Selamat Saragih | Nusantara

Istimewa/BUMN
 Istimewa/BUMN
Wakil Ketua Komisi Informasi Pusat (KIP) Hendra J Kede.

MAJELIS Komisioner Komisi Informasi Pusat (KIP) memutuskan informasi dokumen hak guna usaha (HGU) di Provinsi Papua dan Papua Barat sebagai informasi publik yang bersifat tertutup.

Dalam putusannya, KIP telah memutuskan informasi dapat dibuka untuk daftar nama pemegang HGU. Lain halnya dokumen serta peta areal HGU diputuskan sebagai informasi tertutup.

“Mengabulkan permohonan pemohon untuk sebagian yakni menyatakan informasi yang dimohonkan pemohon yaitu nama pemilik HGU dan daftar HGU terlantar di Provinsi Papua dan Papua Barat sebagai informasi publik yang bersifat terbuka.” kata Hendra J Kede selaku Ketua Sidang dan Wakil Ketua KIP saat membacakan amar putusan di Ruang Sidang KIP, Jakarta, Senin (14/10).

Pertimbangan lain majelis untuk menutup informasi dokumen HGU adalah isu keamanan negara di Papua dan masalah kampanye hitam terhadap industri sawit.

Keputusan itu diapresiasi pengamat hukum kehutanan dan lingkungan Dr Sadino SH, MH. Dia yakin, keputusan ini bisa dijadikan yurisprudensi untuk di daerah lain (di luar Papua dan Papua Barat) bahwasanya informasi soal HGU tertutup untuk umum.

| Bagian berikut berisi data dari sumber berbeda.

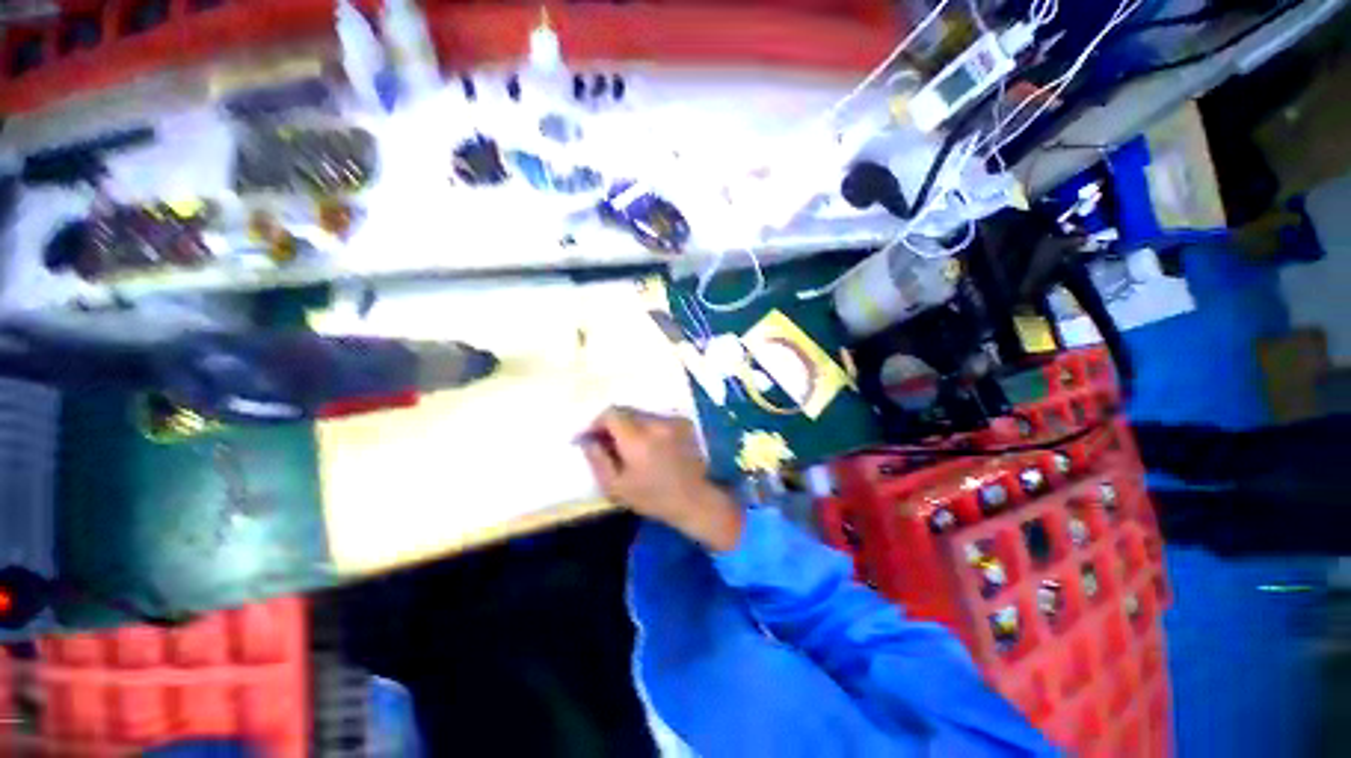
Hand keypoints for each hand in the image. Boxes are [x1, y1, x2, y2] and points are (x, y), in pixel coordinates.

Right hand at [581, 407, 743, 551]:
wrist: (694, 499)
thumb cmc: (652, 497)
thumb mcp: (616, 486)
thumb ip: (597, 459)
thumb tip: (585, 439)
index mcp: (637, 438)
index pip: (611, 413)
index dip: (597, 423)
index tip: (591, 437)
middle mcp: (655, 423)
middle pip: (626, 411)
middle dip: (612, 424)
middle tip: (606, 442)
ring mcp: (672, 421)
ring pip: (641, 414)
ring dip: (630, 425)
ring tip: (628, 445)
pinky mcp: (683, 423)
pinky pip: (656, 418)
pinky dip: (647, 427)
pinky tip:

Dia menjelaskan, aturan di BPN, dokumen HGU terutama terkait dengan warkat dan data-data lainnya memang tidak terbuka untuk umum.

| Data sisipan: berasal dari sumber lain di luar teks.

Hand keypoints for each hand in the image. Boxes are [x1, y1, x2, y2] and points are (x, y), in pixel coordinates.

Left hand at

“Jadi karena ada aturan yang tidak membolehkan ya tentu KIP tidak bisa menafsirkan sendiri,” kata Sadino kepada wartawan, Rabu (16/10)

Sadino menambahkan, pemerintah tidak perlu membuka data HGU perkebunan sawit seluruhnya karena rawan dijadikan alat kampanye hitam.

Di sisi lain, negara juga wajib melindungi banyak kepentingan hukum lain terkait kerahasiaan pemerintah provinsi dan investasi.

Salah satunya agar kepercayaan kreditor terhadap dunia usaha tidak menurun karena selama ini HGU juga dijaminkan.

“Jika semua data HGU dibuka, maka kepercayaan investor terhadap dunia usaha di Indonesia menjadi berkurang,” kata Sadino.

Menurut Sadino, sebenarnya data umum mengenai keterbukaan HGU sudah ada yang bisa diakses publik. Data HGU tersebut menyangkut luasan perkebunan, tanggal penerbitan, nomor penerbitan dan data umum lainnya.

Hanya permintaan kelompok sipil untuk mengakses semua data HGU terkait semua dokumen termasuk data SHP atau shapefile dan peta koordinat sangat berlebihan.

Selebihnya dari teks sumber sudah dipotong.